Stars: Clint Eastwood, Amy Adams, Justin Timberlake, John Goodman, Matthew Lillard, Ed Lauter, George Wyner, Bob Gunton, Robert Patrick, Chelcie Ross, Joe Massingill, Jay Galloway

Director: Robert Lorenz

If you looked up 'predictable' in a dictionary, it could well be illustrated by a poster for this film, starring Eastwood as a weatherbeaten baseball scout, and directed by Eastwood's long-time producing partner Lorenz. In fact, what I wrote down in the first five minutes duly comes to pass in the last five: it's that - er - predictable.

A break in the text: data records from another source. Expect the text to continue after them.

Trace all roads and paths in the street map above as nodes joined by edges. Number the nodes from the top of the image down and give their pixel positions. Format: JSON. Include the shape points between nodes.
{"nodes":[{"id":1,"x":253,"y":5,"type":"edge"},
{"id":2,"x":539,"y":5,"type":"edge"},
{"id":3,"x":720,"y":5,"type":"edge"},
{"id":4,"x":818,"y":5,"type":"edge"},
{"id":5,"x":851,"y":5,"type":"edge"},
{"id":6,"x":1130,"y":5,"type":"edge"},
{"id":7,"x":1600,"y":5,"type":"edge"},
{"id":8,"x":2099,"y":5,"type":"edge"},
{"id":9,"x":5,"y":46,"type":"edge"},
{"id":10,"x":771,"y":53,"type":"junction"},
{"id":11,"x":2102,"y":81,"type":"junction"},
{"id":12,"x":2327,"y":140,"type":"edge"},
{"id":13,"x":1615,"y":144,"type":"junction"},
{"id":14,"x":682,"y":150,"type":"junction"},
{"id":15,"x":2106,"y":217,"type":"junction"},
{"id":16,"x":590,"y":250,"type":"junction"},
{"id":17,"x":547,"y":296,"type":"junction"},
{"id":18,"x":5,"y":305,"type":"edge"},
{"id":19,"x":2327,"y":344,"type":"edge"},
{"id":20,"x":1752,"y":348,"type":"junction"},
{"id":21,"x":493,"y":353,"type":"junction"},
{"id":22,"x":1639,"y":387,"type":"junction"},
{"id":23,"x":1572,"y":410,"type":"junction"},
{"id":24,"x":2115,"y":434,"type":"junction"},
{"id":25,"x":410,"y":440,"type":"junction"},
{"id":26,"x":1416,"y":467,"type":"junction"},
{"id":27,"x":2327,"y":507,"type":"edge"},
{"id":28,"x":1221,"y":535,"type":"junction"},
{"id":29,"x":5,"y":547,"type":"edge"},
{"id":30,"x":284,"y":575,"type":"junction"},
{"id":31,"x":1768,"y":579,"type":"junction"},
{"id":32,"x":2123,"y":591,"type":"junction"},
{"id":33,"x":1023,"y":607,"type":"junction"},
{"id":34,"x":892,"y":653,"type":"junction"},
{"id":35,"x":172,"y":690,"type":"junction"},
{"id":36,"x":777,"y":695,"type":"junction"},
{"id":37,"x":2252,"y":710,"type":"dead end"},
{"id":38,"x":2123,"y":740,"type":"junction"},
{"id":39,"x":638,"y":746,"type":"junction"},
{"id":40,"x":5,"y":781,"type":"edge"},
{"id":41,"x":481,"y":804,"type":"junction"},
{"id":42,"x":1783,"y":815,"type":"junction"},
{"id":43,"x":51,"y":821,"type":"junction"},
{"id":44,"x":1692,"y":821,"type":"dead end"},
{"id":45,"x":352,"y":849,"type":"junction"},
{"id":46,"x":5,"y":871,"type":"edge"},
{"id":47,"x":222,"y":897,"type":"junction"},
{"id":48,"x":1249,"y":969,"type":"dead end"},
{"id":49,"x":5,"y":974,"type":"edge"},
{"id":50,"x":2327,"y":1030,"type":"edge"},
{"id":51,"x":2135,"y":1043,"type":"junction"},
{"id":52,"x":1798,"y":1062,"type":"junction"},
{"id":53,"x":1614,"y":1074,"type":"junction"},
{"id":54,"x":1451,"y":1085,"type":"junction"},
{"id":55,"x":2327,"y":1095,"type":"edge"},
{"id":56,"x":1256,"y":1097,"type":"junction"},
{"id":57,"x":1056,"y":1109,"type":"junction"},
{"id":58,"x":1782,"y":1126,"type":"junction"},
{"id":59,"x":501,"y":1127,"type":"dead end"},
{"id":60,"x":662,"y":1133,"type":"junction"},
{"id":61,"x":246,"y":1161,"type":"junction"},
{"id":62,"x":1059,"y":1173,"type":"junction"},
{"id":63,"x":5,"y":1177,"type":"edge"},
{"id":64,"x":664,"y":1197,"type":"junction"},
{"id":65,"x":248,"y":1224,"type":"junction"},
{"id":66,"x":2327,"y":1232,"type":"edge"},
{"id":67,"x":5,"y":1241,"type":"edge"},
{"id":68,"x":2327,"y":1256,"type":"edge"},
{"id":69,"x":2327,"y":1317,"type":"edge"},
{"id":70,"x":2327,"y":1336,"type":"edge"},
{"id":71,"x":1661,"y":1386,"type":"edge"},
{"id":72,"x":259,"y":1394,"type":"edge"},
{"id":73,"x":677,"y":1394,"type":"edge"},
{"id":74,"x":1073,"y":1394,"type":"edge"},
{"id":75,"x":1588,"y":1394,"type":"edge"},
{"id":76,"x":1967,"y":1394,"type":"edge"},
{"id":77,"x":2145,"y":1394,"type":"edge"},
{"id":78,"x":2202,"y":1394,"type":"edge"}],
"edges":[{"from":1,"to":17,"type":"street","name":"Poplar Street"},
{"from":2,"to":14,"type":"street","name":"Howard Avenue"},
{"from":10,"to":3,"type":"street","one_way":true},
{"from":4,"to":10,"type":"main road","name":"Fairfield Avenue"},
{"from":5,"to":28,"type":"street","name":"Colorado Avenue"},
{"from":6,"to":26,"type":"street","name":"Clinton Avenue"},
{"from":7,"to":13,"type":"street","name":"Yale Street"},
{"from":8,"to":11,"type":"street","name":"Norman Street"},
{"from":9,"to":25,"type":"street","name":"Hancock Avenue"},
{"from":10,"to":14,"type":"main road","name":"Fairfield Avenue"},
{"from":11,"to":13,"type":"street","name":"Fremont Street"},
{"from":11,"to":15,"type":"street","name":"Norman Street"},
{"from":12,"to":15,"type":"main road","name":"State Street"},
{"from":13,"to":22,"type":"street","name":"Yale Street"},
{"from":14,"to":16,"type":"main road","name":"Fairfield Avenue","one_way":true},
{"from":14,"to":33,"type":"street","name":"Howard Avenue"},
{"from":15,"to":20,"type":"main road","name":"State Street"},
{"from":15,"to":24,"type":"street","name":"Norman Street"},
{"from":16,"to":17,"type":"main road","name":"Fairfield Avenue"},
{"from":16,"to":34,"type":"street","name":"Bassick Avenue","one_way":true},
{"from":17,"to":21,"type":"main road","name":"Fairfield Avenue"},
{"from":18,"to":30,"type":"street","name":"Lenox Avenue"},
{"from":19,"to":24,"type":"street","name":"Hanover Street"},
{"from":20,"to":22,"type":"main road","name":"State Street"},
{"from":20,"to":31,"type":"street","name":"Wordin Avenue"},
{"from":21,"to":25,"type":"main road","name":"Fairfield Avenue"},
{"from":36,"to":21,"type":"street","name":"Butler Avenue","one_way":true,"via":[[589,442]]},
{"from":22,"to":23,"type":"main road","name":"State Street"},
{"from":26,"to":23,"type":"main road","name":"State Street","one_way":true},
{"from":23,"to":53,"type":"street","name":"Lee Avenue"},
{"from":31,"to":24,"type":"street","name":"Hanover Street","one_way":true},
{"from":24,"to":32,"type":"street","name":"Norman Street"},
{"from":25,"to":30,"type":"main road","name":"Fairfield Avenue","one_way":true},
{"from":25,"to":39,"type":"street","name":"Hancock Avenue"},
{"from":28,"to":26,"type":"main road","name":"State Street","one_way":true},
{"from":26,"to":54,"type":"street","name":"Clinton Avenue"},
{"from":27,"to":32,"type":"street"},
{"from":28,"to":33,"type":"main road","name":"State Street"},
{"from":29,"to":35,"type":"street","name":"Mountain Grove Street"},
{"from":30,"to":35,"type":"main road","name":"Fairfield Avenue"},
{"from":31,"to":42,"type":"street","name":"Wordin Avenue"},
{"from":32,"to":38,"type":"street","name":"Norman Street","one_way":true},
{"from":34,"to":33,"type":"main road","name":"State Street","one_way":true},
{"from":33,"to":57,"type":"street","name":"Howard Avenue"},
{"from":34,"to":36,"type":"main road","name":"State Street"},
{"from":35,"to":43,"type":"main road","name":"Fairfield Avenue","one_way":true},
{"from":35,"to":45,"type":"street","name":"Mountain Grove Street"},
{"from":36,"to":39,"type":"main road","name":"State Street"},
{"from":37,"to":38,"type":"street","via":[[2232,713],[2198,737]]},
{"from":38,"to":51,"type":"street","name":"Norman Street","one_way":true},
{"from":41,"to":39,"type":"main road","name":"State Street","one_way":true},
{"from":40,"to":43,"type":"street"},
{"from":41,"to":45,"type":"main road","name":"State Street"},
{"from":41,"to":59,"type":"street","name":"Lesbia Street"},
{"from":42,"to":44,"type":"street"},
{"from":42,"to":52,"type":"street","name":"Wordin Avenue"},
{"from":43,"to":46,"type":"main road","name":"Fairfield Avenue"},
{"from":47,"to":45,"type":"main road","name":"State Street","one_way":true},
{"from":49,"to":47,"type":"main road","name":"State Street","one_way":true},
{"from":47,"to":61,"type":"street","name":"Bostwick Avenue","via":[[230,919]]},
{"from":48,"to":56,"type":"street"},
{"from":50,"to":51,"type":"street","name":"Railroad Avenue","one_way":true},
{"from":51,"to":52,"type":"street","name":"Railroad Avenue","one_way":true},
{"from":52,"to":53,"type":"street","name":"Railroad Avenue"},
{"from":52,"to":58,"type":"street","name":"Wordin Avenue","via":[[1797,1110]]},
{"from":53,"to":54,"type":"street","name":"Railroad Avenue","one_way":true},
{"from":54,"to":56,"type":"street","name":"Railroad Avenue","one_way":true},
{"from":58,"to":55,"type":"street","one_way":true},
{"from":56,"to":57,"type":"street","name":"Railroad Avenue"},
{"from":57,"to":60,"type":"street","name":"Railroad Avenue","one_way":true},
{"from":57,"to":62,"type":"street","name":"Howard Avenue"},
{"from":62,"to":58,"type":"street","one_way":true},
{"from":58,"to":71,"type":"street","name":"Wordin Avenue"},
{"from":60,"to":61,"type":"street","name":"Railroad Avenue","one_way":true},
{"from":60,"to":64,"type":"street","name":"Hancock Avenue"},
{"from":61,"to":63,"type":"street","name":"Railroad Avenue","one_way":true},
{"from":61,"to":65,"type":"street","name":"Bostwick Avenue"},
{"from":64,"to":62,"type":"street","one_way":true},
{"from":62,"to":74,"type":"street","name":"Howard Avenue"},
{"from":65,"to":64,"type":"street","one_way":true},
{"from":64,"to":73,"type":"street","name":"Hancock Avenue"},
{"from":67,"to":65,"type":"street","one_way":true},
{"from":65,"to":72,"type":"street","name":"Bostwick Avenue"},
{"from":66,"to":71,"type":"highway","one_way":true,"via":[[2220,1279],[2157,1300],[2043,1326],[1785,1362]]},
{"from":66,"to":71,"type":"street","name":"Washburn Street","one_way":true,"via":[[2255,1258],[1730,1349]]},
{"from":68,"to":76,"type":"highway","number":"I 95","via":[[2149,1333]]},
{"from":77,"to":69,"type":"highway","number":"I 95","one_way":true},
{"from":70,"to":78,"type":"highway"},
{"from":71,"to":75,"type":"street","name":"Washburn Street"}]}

Eastwood, looking all of his 82 years in this role, plays Gus, who's still, despite failing eyesight, chief talent scout for a major league baseball team. His old friend and boss, Pete (Goodman) worries about him, while Lillard's computer-bound scouting associate - good to see this sharkish actor as a smart-Alec villain again - just wants the old guy out.

Meantime, Gus hardly communicates with his feisty, 30something daughter Mickey (Adams) - named after a famous baseball star - who, despite an encyclopedic knowledge of the game - has become a high-flying lawyer to please her unresponsive father.

That is, until Pete talks her into accompanying Gus on a season-end scouting trip to North Carolina where, with great difficulty, she re-connects with the old man - and meets ex-baseball star turned scout Johnny (Timberlake), all of them there to assess Bo Gentry (Massingill), a pumped-up peacock of a big hitter in the minor leagues who, like Lillard, is obviously due for his come-uppance before the end.

The actors, Adams especially, do noble work sustaining lots of rather dull conversation pieces, and the ending, though expected, works pretty well. Photography, like the film, is a little flat.

David Quinlan

USA 2012. UK Distributor: Warner Brothers. Technicolor.
105 minutes. Not widescreen. UK certificate: 12A.

Guidance ratings (out of 3): Sex/nudity 0, Violence/Horror 0, Drugs 0, Swearing 1.